With the enforcement of South Africa’s new minimum energy efficiency performance standard for electric motors set to commence in June 2025, industries across the country are urged to prepare for significant changes. The regulation mandates that all newly imported electric motors meet the IE3 efficiency level, effectively phasing out less efficient IE1 and IE2 models.
Ruveer Persad, Proposals and Services Manager at WEG Africa, emphasised the urgency of adapting to the new standard during Electra Mining Africa 2024 at the Johannesburg Expo Centre this week (September 2-6). “The implementation of IE3 efficiency standards is just around the corner,” he warned.
From June 2025, all electric motors ranging from 0,75-375 kW with two, four, six and eight poles will need to comply. This includes hazardous area motors and gear motors although brake motors and fully immersed motors are exempt due to their specialised applications.
The new regulation will be strictly enforced at all ports of entry. Non-compliant motors will be barred from import. While existing IE1 and IE2 motors can continue to operate until they reach the end of useful life, they must be replaced with IE3-compliant models when they fail.
As the deadline approaches, industries must consider the broader implications of this shift. Persad highlighted the potential benefits of adopting IE3 motors despite higher initial costs. “The switch to more efficient motors will not only help reduce electricity expenses but also contribute to lower emissions,” he noted. “In the long run, this could result in savings of up to R600 000 per motor annually and a reduction of 35 tons of carbon emissions per year.”

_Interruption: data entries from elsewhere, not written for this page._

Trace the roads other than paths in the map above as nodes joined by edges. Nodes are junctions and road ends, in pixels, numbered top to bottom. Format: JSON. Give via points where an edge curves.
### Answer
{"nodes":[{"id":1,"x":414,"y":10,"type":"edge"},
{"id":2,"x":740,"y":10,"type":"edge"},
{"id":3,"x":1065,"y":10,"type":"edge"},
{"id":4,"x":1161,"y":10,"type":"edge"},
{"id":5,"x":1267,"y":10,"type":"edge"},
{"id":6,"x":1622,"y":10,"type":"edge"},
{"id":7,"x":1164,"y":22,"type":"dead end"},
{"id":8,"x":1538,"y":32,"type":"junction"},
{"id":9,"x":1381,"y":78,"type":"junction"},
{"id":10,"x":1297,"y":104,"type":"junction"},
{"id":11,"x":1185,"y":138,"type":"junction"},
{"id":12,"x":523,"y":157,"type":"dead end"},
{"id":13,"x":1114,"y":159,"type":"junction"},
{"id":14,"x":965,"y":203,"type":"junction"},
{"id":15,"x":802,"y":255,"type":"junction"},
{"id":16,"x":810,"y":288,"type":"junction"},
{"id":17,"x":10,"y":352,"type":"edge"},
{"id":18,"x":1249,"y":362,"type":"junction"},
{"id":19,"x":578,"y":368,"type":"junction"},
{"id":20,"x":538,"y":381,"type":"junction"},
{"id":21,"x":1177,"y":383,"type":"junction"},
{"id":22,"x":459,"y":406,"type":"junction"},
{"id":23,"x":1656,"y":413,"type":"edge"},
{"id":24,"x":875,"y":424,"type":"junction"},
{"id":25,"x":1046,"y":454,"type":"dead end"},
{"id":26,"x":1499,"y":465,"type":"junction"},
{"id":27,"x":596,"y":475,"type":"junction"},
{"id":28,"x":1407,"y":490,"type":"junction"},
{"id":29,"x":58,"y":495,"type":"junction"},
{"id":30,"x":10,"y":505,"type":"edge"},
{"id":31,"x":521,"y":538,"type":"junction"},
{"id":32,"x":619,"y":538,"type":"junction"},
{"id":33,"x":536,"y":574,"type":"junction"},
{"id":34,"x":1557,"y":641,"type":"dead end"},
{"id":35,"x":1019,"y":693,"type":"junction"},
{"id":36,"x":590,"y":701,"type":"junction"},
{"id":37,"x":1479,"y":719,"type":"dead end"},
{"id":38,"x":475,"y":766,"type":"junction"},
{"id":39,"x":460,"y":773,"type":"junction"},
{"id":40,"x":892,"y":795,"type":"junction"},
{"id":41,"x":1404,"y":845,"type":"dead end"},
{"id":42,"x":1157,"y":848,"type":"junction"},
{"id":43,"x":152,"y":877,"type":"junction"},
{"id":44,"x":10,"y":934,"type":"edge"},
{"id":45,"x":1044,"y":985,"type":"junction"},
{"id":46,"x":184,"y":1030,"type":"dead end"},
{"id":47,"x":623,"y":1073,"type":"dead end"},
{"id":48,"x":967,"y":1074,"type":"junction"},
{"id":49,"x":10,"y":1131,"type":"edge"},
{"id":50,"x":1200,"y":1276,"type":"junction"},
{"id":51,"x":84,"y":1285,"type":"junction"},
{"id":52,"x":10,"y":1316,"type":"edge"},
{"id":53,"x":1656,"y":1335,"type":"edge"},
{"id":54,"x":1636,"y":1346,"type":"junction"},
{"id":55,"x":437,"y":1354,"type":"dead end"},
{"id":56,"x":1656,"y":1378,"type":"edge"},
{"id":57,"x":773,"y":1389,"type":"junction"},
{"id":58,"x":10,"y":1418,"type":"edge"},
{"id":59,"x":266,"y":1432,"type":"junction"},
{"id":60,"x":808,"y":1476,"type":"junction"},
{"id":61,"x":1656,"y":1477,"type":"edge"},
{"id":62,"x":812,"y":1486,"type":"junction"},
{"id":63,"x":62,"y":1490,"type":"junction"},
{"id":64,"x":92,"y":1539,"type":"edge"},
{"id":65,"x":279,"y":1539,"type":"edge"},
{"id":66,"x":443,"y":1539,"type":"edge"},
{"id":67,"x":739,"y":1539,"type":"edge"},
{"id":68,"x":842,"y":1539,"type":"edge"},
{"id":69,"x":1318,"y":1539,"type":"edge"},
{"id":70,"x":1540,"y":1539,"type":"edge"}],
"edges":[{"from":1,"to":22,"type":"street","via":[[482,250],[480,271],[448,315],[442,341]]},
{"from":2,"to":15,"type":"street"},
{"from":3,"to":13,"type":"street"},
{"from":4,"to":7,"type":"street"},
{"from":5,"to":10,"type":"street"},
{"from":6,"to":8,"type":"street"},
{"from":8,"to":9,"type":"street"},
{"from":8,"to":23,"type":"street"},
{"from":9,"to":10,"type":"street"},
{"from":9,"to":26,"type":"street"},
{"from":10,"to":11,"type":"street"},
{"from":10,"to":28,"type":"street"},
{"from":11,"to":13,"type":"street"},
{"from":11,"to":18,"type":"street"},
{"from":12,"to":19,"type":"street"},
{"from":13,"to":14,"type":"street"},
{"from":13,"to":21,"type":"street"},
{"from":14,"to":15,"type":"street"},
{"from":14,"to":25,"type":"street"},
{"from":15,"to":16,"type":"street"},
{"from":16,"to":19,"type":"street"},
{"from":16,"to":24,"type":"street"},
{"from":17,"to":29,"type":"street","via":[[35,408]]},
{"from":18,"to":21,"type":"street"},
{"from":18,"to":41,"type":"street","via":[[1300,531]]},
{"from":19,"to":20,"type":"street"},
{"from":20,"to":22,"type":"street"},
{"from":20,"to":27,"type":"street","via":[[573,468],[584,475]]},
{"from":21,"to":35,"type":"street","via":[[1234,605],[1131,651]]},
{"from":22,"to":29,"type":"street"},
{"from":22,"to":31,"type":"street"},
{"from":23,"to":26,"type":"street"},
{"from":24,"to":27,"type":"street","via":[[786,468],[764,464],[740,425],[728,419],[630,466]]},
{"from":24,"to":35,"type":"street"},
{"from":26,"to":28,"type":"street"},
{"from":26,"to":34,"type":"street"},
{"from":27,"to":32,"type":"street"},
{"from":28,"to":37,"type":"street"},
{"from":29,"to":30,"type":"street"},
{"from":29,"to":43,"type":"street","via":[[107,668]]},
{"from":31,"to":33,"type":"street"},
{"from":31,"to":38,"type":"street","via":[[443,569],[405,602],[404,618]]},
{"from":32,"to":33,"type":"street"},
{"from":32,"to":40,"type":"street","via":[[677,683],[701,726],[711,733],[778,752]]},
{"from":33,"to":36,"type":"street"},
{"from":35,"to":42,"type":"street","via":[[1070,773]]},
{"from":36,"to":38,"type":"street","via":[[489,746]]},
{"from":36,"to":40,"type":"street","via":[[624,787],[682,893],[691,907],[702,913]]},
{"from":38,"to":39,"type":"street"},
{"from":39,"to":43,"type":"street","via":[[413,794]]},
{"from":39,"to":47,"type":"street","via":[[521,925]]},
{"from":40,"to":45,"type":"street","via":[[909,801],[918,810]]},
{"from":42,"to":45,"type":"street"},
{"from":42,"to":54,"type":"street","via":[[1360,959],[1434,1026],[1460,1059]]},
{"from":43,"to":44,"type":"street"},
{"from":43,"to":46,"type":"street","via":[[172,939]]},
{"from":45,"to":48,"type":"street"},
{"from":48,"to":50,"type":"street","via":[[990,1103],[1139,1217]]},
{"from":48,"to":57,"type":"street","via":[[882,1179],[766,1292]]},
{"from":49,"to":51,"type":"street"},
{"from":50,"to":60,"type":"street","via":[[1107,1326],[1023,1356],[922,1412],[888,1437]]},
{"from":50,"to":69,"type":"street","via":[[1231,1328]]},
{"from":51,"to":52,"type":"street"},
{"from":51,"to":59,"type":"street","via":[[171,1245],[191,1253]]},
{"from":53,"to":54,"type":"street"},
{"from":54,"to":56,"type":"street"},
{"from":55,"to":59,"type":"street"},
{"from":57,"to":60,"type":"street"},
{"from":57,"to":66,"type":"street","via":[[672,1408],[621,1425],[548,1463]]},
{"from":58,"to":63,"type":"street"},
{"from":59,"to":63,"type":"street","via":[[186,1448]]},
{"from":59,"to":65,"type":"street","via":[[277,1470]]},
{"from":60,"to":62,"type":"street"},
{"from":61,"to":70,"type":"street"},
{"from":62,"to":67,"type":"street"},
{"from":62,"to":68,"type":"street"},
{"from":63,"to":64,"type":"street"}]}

The urgency of this transition is underscored by the substantial increase in electricity costs in South Africa, which have surged by 272% over the past decade. “With energy costs rising exponentially, it’s crucial for industries to focus on the total cost of ownership rather than just the initial purchase price,” Persad said.
Despite the clear benefits, many South African and African businesses are still using outdated IE1 motors, lagging behind global efficiency standards, he pointed out. As the enforcement date draws near, companies must act swiftly to comply with the new regulations and avoid disruptions to their operations.